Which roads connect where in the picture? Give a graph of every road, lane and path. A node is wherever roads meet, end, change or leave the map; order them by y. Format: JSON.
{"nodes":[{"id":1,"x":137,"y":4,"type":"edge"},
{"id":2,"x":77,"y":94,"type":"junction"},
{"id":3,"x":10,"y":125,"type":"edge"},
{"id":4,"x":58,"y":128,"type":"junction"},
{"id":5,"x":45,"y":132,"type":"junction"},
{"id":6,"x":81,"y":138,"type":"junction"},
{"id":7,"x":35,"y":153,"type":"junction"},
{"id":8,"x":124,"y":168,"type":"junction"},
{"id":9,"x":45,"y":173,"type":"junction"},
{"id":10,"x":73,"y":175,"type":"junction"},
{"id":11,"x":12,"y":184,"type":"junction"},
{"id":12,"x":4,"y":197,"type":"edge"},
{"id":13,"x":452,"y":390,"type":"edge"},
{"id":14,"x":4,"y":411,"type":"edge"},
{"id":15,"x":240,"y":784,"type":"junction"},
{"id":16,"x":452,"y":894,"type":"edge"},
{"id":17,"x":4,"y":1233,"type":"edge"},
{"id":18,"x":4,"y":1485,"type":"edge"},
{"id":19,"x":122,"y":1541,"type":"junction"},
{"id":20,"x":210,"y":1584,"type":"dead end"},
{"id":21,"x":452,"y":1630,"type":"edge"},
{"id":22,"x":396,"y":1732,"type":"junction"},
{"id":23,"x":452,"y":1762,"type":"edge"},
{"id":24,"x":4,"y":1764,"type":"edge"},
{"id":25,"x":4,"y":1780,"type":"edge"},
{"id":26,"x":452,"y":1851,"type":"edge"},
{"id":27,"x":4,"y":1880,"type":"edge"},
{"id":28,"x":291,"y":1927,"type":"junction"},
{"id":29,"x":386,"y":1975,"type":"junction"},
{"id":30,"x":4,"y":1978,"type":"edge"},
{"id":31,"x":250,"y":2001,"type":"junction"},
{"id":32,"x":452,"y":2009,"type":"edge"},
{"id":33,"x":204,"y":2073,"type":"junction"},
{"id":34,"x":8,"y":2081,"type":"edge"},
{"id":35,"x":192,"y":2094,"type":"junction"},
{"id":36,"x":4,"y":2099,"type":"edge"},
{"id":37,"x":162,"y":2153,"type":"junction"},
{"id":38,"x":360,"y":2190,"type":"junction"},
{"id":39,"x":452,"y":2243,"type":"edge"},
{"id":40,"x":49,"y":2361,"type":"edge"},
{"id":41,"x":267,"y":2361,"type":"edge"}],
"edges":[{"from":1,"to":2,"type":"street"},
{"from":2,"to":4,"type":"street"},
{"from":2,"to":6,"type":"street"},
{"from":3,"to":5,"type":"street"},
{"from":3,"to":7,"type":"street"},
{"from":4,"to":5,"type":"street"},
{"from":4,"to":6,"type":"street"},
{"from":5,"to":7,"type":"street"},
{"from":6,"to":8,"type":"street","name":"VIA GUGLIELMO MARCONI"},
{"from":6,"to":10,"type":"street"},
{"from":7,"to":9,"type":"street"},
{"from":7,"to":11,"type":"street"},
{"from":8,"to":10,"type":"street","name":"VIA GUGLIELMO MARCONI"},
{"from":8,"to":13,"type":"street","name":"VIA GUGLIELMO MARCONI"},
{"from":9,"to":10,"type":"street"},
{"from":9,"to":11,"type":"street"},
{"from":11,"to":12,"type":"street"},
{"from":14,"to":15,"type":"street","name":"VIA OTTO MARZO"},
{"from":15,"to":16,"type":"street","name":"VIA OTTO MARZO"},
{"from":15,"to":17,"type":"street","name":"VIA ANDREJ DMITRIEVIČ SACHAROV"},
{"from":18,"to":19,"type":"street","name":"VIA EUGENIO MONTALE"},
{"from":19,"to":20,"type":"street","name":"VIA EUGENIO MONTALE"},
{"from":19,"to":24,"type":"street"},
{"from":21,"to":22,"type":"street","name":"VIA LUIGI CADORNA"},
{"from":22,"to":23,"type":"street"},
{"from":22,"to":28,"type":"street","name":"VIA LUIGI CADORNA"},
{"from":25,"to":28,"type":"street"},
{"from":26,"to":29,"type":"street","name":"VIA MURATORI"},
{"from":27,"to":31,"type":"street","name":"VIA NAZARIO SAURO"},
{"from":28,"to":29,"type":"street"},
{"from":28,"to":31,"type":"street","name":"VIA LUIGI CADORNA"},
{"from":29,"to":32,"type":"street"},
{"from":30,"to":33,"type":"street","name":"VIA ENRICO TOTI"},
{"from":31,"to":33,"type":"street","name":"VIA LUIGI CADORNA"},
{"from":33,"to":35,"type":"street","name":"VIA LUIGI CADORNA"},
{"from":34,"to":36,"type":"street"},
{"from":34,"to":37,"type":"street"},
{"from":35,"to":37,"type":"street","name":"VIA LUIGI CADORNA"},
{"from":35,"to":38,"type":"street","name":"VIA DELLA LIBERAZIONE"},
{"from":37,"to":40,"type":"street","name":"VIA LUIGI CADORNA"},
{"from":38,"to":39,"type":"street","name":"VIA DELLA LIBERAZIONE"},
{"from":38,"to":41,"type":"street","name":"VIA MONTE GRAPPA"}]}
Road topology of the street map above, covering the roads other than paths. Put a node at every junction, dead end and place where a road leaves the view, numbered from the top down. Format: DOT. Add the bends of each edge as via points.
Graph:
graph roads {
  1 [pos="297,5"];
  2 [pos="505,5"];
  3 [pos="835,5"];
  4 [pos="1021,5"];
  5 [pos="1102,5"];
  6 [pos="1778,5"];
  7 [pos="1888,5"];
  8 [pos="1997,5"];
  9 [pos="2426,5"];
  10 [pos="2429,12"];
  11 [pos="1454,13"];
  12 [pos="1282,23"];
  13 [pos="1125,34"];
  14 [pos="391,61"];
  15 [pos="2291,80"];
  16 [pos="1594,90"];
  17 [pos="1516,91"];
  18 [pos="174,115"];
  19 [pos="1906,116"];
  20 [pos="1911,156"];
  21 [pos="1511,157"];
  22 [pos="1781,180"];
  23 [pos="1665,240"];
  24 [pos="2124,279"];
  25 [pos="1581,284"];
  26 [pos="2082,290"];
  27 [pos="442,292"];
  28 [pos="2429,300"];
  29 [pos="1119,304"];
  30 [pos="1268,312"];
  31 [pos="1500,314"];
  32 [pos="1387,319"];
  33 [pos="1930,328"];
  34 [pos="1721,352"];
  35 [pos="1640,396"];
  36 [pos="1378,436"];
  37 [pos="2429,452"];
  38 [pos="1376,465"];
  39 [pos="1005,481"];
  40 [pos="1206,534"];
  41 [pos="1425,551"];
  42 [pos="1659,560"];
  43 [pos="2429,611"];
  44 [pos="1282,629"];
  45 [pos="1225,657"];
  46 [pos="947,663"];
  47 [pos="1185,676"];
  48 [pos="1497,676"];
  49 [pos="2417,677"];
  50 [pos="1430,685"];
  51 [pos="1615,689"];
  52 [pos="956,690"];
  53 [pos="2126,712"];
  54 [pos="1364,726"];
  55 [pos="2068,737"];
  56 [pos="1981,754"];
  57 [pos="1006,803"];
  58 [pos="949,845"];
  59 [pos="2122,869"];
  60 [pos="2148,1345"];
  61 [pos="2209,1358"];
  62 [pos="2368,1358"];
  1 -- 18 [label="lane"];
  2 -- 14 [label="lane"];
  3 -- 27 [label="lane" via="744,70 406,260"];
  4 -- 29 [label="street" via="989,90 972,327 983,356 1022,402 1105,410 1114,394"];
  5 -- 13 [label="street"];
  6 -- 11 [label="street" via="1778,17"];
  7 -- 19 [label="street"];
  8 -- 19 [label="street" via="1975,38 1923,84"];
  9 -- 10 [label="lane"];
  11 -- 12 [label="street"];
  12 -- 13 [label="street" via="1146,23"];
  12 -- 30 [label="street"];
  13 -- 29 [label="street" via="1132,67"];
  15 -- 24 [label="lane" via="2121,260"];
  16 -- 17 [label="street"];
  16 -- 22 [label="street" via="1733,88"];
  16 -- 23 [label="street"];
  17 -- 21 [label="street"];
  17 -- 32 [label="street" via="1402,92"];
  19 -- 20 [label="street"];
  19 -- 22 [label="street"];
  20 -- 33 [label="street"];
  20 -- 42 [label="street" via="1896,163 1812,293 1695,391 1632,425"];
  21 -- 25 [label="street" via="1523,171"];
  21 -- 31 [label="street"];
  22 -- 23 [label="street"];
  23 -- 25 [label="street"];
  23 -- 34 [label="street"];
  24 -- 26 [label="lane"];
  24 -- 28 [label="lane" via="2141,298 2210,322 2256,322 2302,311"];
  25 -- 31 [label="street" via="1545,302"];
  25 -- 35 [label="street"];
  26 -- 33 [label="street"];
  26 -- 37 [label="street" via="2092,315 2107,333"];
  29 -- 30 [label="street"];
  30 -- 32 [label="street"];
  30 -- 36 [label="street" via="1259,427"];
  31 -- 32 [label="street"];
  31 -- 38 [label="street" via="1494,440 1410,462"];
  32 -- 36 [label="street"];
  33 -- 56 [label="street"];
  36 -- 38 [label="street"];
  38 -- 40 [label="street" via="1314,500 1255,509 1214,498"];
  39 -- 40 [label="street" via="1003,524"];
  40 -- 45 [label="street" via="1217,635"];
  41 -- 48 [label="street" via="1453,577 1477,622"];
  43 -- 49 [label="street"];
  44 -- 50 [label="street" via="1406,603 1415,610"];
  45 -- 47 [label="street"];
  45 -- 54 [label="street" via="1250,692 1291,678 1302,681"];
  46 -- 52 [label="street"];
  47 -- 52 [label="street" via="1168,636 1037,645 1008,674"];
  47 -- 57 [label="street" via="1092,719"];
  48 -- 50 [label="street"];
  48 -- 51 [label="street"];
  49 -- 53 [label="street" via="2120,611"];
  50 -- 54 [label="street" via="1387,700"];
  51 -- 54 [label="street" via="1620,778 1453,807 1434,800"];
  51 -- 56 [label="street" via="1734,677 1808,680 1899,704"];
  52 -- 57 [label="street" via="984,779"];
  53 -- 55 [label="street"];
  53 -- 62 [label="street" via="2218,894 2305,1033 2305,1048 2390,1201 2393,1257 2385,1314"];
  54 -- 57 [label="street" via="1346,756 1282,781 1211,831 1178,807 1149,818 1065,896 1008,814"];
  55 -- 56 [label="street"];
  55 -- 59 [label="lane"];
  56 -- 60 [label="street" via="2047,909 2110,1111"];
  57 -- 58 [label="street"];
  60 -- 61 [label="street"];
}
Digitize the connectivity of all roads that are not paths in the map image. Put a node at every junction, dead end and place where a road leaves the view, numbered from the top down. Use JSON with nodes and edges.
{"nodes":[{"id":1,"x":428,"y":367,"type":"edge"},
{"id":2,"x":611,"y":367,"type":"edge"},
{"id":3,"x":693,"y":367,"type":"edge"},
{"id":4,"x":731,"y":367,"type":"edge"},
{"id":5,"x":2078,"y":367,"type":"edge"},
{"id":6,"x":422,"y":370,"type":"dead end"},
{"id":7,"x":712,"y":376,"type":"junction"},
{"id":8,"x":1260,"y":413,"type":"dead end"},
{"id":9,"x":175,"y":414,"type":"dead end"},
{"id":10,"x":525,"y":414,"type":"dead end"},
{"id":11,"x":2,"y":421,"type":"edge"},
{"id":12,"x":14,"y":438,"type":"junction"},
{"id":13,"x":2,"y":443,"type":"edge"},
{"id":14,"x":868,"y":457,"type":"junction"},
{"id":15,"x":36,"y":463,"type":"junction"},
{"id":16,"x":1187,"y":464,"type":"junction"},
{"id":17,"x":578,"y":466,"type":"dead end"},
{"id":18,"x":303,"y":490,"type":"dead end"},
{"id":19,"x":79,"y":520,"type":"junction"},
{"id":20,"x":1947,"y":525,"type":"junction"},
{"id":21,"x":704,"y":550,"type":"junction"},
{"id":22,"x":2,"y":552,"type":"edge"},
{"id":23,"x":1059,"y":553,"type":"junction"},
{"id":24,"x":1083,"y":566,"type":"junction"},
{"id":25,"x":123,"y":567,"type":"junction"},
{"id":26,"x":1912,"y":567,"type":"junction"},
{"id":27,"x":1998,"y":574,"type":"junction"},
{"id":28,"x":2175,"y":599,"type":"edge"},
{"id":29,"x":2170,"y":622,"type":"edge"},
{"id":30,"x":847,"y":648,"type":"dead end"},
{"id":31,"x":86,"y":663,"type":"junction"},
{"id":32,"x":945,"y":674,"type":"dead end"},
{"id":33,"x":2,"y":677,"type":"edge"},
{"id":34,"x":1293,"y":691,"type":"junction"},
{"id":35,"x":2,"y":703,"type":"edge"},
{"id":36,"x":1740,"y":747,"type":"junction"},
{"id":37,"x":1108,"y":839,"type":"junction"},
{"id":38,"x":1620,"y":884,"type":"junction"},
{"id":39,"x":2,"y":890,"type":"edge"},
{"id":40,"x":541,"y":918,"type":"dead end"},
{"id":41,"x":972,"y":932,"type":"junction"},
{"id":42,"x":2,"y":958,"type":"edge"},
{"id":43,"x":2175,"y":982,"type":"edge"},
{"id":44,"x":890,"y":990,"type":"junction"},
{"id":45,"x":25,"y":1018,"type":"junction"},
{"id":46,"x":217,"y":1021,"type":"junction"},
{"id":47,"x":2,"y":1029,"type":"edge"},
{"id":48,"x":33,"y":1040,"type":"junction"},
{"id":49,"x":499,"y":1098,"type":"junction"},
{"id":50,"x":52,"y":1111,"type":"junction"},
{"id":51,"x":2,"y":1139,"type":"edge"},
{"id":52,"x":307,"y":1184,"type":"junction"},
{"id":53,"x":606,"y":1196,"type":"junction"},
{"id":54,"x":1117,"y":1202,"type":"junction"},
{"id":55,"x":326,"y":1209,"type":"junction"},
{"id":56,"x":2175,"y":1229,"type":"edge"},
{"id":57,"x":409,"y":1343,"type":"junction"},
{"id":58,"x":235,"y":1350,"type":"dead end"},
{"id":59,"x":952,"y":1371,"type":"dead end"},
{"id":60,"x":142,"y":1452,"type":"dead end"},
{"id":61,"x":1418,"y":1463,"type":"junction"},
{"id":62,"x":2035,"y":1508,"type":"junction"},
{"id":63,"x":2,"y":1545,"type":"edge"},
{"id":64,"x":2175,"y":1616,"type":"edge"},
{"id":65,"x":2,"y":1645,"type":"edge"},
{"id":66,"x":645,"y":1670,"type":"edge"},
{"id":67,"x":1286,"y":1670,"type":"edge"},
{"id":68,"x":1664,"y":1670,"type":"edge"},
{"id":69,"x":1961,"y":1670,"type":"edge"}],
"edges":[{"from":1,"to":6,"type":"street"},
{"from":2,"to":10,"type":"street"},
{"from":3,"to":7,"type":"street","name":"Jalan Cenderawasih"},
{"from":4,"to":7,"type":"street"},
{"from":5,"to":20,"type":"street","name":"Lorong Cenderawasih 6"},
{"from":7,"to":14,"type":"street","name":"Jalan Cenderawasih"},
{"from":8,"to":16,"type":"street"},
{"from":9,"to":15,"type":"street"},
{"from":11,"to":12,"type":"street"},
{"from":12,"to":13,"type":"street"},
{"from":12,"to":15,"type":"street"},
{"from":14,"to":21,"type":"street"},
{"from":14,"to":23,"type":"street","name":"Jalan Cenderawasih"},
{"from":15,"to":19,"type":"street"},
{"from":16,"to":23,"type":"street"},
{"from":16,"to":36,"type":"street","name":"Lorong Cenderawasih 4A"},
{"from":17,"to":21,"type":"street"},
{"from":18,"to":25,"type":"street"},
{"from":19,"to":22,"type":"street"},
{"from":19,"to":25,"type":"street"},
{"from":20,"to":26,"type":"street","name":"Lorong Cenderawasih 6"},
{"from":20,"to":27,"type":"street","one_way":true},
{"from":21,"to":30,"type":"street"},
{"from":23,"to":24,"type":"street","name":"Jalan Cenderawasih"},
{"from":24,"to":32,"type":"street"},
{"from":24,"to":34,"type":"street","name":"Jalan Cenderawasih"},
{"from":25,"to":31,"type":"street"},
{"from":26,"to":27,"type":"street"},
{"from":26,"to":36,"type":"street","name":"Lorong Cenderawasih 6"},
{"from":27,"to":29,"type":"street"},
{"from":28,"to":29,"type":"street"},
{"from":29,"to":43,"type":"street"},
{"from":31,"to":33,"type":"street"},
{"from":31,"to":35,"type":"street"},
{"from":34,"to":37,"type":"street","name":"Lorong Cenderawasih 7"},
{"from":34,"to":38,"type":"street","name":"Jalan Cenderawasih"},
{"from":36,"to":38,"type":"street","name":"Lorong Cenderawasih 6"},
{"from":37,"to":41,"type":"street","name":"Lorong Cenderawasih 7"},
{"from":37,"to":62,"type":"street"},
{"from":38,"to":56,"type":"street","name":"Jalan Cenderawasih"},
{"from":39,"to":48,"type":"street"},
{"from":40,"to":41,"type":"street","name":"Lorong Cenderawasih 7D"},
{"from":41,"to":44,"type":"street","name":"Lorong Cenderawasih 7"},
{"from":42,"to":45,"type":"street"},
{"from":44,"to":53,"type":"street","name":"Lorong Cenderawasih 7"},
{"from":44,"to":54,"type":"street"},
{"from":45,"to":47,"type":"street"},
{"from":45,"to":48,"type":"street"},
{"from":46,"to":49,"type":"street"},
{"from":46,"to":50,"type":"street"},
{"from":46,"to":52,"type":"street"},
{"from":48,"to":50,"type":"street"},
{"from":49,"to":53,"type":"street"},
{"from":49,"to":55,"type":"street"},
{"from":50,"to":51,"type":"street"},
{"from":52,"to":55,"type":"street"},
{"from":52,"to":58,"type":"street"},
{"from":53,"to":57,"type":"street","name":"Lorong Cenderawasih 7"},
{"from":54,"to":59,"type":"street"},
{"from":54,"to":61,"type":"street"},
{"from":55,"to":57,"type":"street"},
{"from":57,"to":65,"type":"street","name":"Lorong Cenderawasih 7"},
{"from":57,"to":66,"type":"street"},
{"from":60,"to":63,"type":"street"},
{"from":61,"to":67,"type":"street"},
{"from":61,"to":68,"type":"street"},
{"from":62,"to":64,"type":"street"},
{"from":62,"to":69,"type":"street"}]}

..........

• **Problem details**: When a line of the records includes "leaves", that line belongs in the answer.

• **Exercise output**:
Road topology of the street map above, covering the roads other than paths. Put a node at every junction, dead end and place where a road leaves the view, numbered from the top down. Format: DOT. Add the bends of each edge as via points.
Digitize the connectivity of all roads that are not paths in the map image. Put a node at every junction, dead end and place where a road leaves the view, numbered from the top down. Use JSON with nodes and edges.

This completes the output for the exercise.